PNN agrees that the position of confidential advisors and ombudspersons - which are crucial contact points for otherwise vulnerable PhD candidates - need to be further strengthened and formalized. Hamer writes "This function is so important that it is indispensable at all institutions" - thus it should also be required at UMCs and other research institutions, where too often ombudspersons are not yet present.

PNN also strongly supports the further consideration of a central national ombudsperson, and hopes the minister of Education, Culture and Science follows this advice within the foreseeable future. Such an external point for complaints is essential for early career researchers who are temporarily employed and is crucial in cases when local complaint procedures fail.

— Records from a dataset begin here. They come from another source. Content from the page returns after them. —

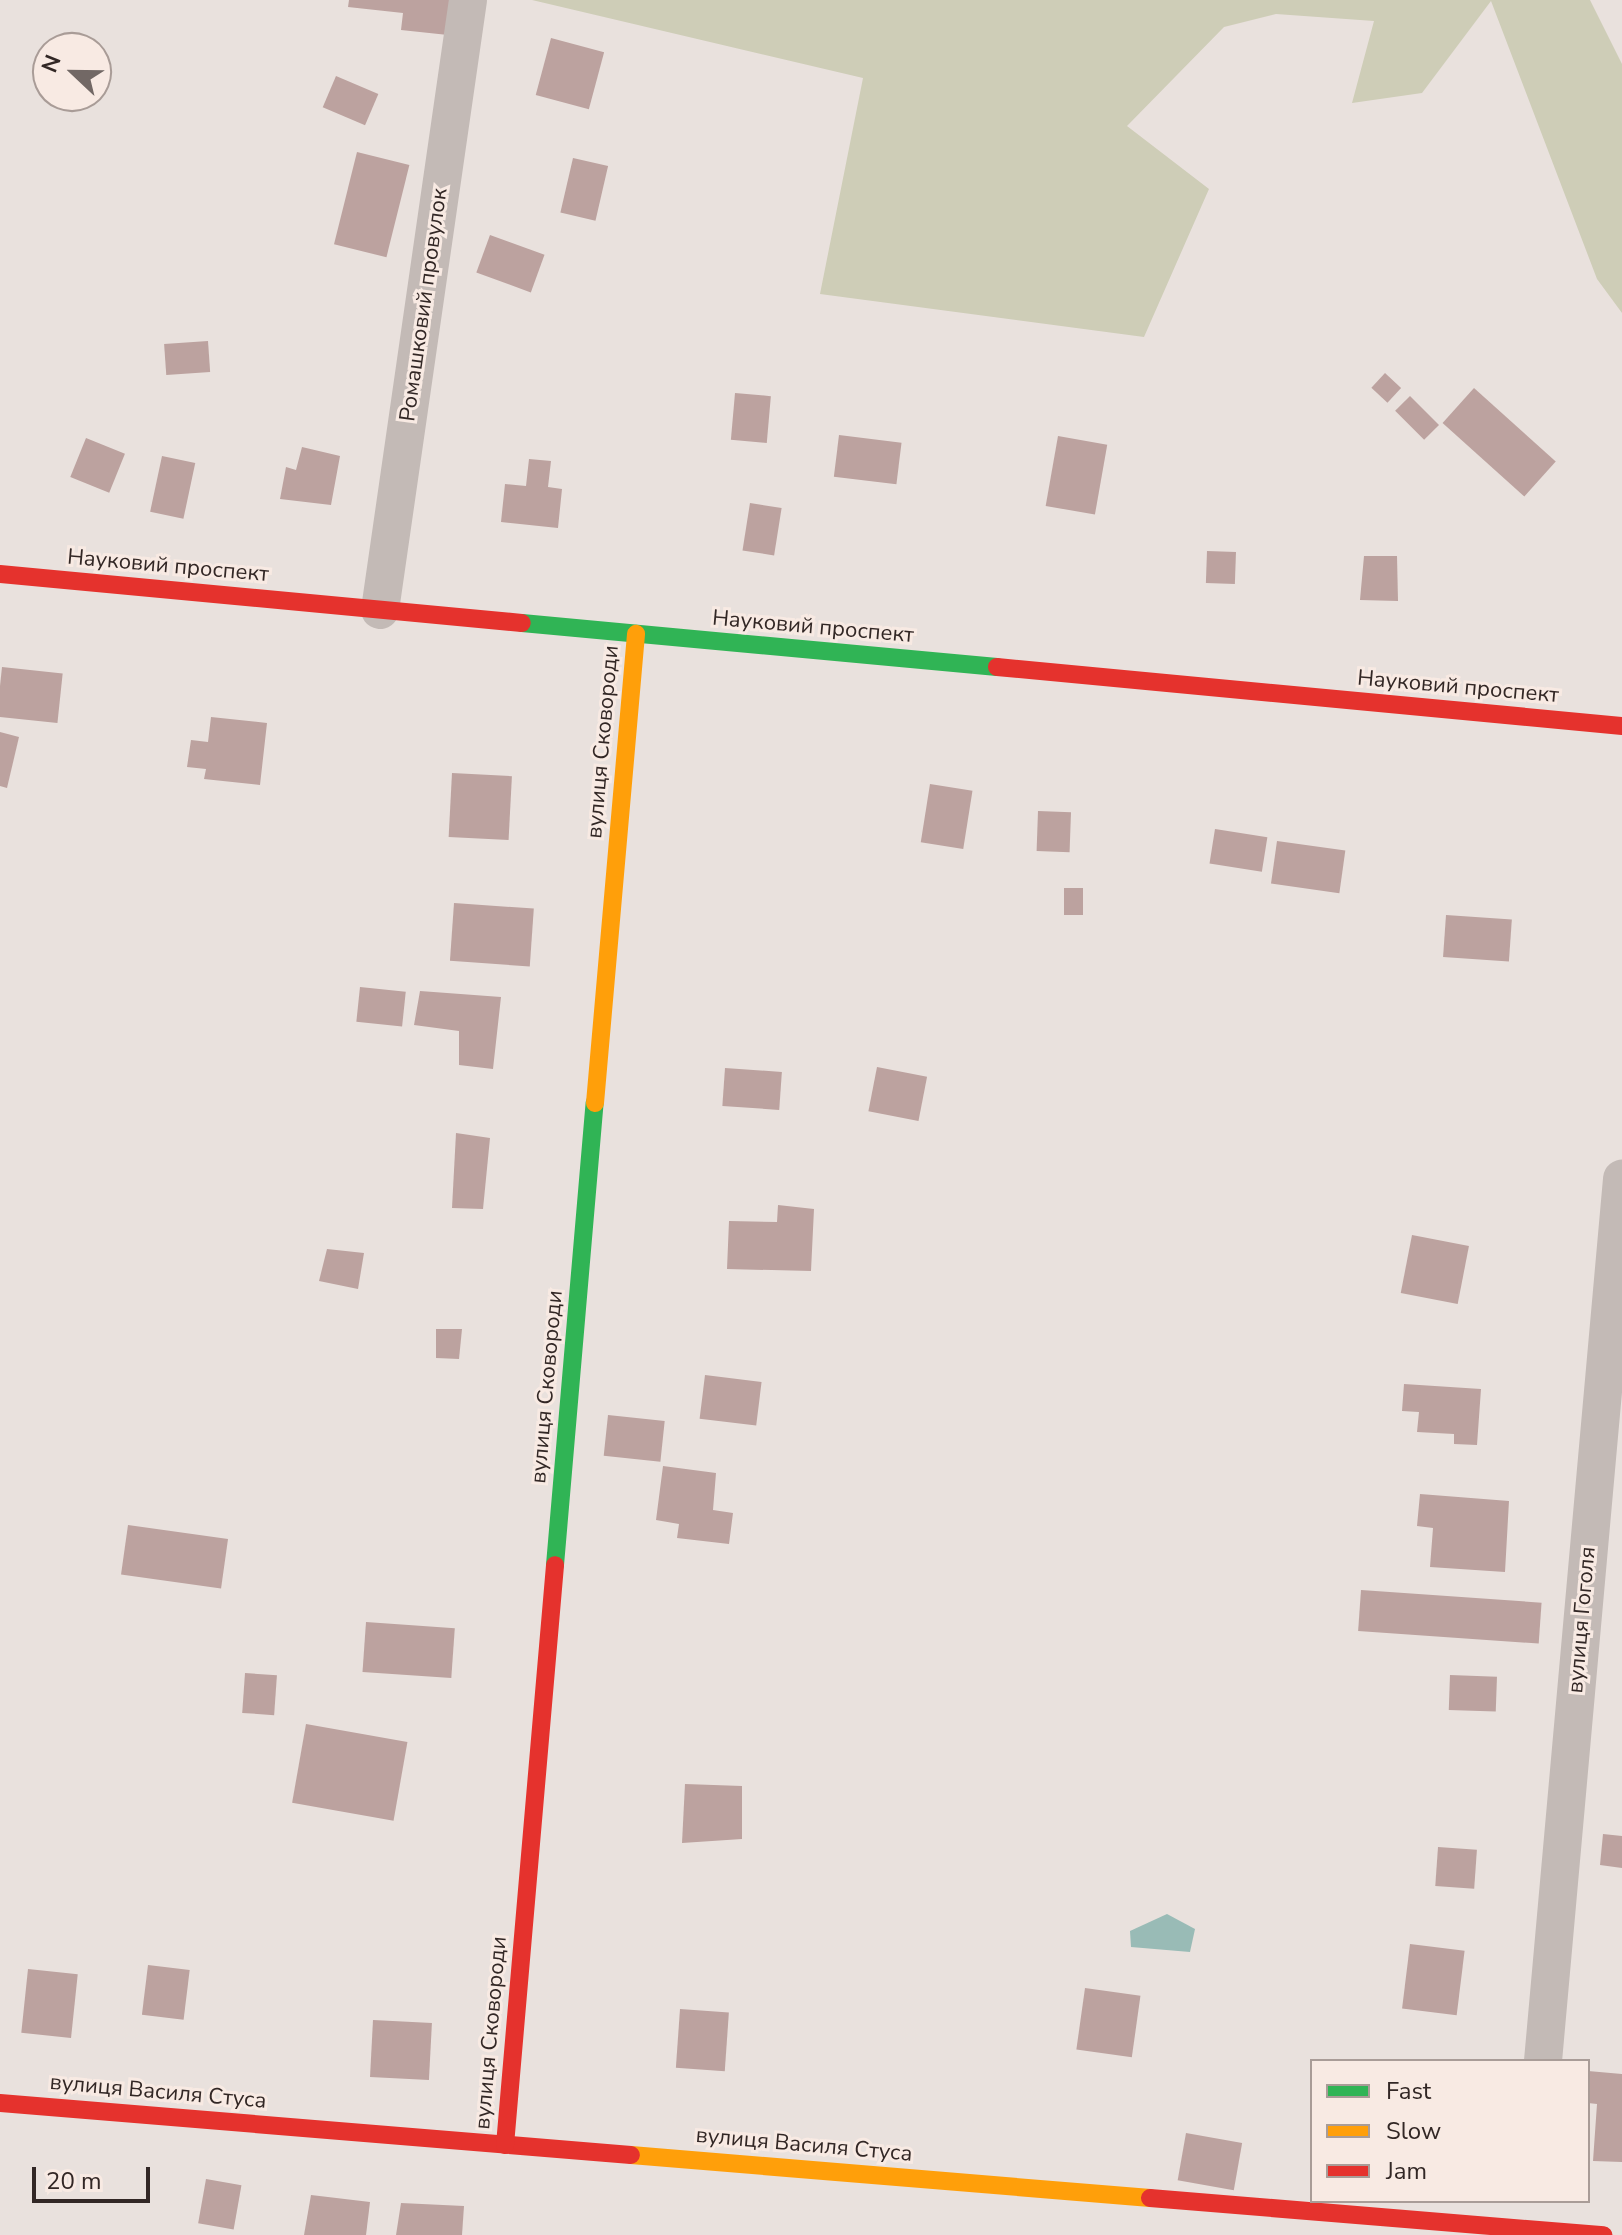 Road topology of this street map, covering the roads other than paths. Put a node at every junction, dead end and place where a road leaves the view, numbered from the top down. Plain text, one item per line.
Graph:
1 (468, 0) edge
2 (0, 574) edge
3 (380, 610) junction
4 (636, 634) junction
5 (1622, 726) edge
6 (1622, 1179) edge
7 (1543, 2059) edge
8 (0, 2103) edge
9 (505, 2145) junction
10 (1310, 2200) edge
11 (1353, 2203) edge
12 (1529, 2215) edge
13 (1603, 2235) edge

1 - 3 street, Ромашковий провулок
2 - 3 street, Науковий проспект
3 - 4 street, Науковий проспект
4 - 5 street, Науковий проспект
4 - 9 street, вулиця Сковороди
6 - 7 street, вулиця Гоголя
8 - 9 street, вулиця Василя Стуса
9 - 10 street, вулиця Василя Стуса
11 - 12 street, вулиця Василя Стуса
12 - 13 street, вулиця Василя Стуса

Further, we applaud Hamer’s appeal to leadership for taking responsibility and acting as role models. That said, we hope that interests of particular groups of PhD candidates (e.g. scholarship or external PhD) are kept in mind. To ensure social safety for these groups should also be the responsibility of the institutions they are affiliated with - even though they do not fall under the collective labor agreement. 

PNN will continue to work on improving social safety for all all PhD candidates. Universities, UMCs, and other institutes where PhD candidates work should follow the lead and actively work on creating a safer academic environment.